A 5-year-long Angular project from a developer’s perspective – challenges, risks, and experiences - House of Angular

A 5-year-long Angular project from a developer’s perspective – challenges, risks, and experiences

Level of difficulty: Junior

4 months ago
We all know how a perfectly run project should look like in theory, right?

 

Written from scratch by a team of seniors, with developers on board who ensure excellent cooperation and relationship with the client. Perfect architecture, maybe nrwl/nx, lots of tests – unit tests, integration tests, e2e, a detailed documentation. A team that knows the domain and the whole business logic of the application inside out. And above all… no bugs. Such a project is every programmer’s dream, but what if the project lasts a few years? What if there were more than 30 developers involved? Each of them thinks differently, solves problems in a different way and most importantly, no one ever ENTIRELY knows the business domain and all the dependencies in the code. This is barely ever mentioned.
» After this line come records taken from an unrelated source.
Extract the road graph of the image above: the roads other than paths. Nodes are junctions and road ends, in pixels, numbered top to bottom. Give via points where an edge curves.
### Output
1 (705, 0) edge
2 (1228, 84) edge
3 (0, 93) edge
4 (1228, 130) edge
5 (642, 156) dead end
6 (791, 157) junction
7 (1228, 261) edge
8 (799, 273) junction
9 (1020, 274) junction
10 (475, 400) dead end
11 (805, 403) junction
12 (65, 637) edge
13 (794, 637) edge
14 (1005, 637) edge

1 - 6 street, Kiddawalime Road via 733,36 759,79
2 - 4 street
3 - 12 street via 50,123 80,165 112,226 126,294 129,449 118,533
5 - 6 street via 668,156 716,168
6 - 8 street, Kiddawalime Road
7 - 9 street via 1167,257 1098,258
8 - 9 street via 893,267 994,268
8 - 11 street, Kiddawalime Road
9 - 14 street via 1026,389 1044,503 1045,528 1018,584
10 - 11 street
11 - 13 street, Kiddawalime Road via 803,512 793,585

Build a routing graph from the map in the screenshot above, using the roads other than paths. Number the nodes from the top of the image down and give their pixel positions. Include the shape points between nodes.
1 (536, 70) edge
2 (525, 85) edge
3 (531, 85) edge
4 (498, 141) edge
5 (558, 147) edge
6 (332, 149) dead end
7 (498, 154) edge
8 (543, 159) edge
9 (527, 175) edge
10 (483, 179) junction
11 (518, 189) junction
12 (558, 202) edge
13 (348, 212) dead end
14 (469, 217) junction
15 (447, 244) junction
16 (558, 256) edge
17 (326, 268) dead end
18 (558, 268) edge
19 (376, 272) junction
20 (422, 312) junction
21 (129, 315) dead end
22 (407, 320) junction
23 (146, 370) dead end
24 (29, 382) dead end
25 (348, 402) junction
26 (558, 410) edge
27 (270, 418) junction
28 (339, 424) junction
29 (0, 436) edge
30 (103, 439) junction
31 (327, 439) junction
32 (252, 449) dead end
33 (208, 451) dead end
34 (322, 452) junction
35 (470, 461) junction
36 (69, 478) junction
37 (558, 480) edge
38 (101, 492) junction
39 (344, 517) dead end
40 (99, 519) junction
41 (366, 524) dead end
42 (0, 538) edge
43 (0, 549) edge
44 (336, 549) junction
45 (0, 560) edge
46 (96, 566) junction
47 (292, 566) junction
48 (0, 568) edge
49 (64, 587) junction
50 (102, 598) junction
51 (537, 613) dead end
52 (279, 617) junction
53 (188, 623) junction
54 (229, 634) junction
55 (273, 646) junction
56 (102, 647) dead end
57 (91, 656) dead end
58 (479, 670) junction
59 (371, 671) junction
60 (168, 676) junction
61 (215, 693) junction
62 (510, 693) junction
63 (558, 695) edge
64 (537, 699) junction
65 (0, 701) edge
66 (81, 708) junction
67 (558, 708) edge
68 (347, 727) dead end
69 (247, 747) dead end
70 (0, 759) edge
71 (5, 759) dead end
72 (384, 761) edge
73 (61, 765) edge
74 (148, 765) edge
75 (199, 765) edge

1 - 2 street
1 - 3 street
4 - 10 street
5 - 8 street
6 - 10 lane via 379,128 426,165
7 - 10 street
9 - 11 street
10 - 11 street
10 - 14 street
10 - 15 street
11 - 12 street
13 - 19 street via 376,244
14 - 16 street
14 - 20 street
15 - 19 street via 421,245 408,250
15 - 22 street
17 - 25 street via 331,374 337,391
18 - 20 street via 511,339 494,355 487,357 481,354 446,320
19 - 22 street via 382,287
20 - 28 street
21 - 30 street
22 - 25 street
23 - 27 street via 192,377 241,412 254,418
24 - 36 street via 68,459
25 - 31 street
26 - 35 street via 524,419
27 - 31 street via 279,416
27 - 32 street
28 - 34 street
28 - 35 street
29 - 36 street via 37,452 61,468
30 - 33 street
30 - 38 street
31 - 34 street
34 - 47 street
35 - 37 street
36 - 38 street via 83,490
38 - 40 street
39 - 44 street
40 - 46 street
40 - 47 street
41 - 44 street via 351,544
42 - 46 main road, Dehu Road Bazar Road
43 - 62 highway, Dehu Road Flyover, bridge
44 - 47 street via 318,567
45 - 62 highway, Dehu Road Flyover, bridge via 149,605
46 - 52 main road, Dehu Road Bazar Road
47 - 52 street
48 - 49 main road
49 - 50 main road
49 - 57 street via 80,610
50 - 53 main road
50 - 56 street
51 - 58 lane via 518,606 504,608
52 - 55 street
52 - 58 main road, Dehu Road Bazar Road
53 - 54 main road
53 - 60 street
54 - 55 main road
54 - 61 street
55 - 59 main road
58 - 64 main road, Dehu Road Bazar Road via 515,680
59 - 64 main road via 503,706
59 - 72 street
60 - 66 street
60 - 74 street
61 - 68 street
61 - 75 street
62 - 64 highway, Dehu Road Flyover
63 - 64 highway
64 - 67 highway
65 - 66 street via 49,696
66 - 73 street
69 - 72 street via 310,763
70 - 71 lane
I will try to present such a project situation from the perspective of an Angular Developer who has worked on a 5-year project for 2 years’ time. This is not a guide on how a project should be run. It’s rather my own point of view and developer’s thoughts on the subject. From this article you will learn how we got the following aspects under control: stability, refactors, updates and team changes.

 

Changes in the team

We all know how it is when you work in the IT industry – the squad rotation is like in a good soccer club, one transfer after another 😉 Programmers tend to change jobs quite often. Since the beginning of this ongoing project, more than 30 programmers with different seniority levels were involved and as you may know, new people who join the project must be implemented first. They have to get to know the logic and the code, in order to associate what might happen after throwing away one line of code. This takes time. This is where code review and testing comes in handy. Code review needs to be done thoroughly – it can’t just be about reviewing code and adding comments to throw out console.logs.  You need to focus on making the code as readable as possible, all the while thinking about others and what they will understand by reading that method name. Then click through those changes and check if other related things didn’t stop working. It’s also a good idea to review git blame. The name of a commit can tell us a lot if we keep an eye on those names. “Changes” or “bug fixes” are unlikely to tell us anything, but “clear document state on navigate to main list” does. Naming a branch with a task number is also very helpful. We can always take a look at what someone else has fixed in the past.

Cypress

Even if we try very hard, it’s impossible to avoid bugs in our application. We can only reduce the number of new errors that appear and those that have arisen during development by changing the code associated with other parts of the application. Let’s also remember that we need to test our application – in my opinion it is best to write unit tests, which will let you check methods and simple things in templates such as validations, displaying, and additionally add tests in Cypress, which will click through the whole application for us. We will focus rather on those automatic tests, because there are plenty of articles about unit tests on various blogs, and not much information about Cypress.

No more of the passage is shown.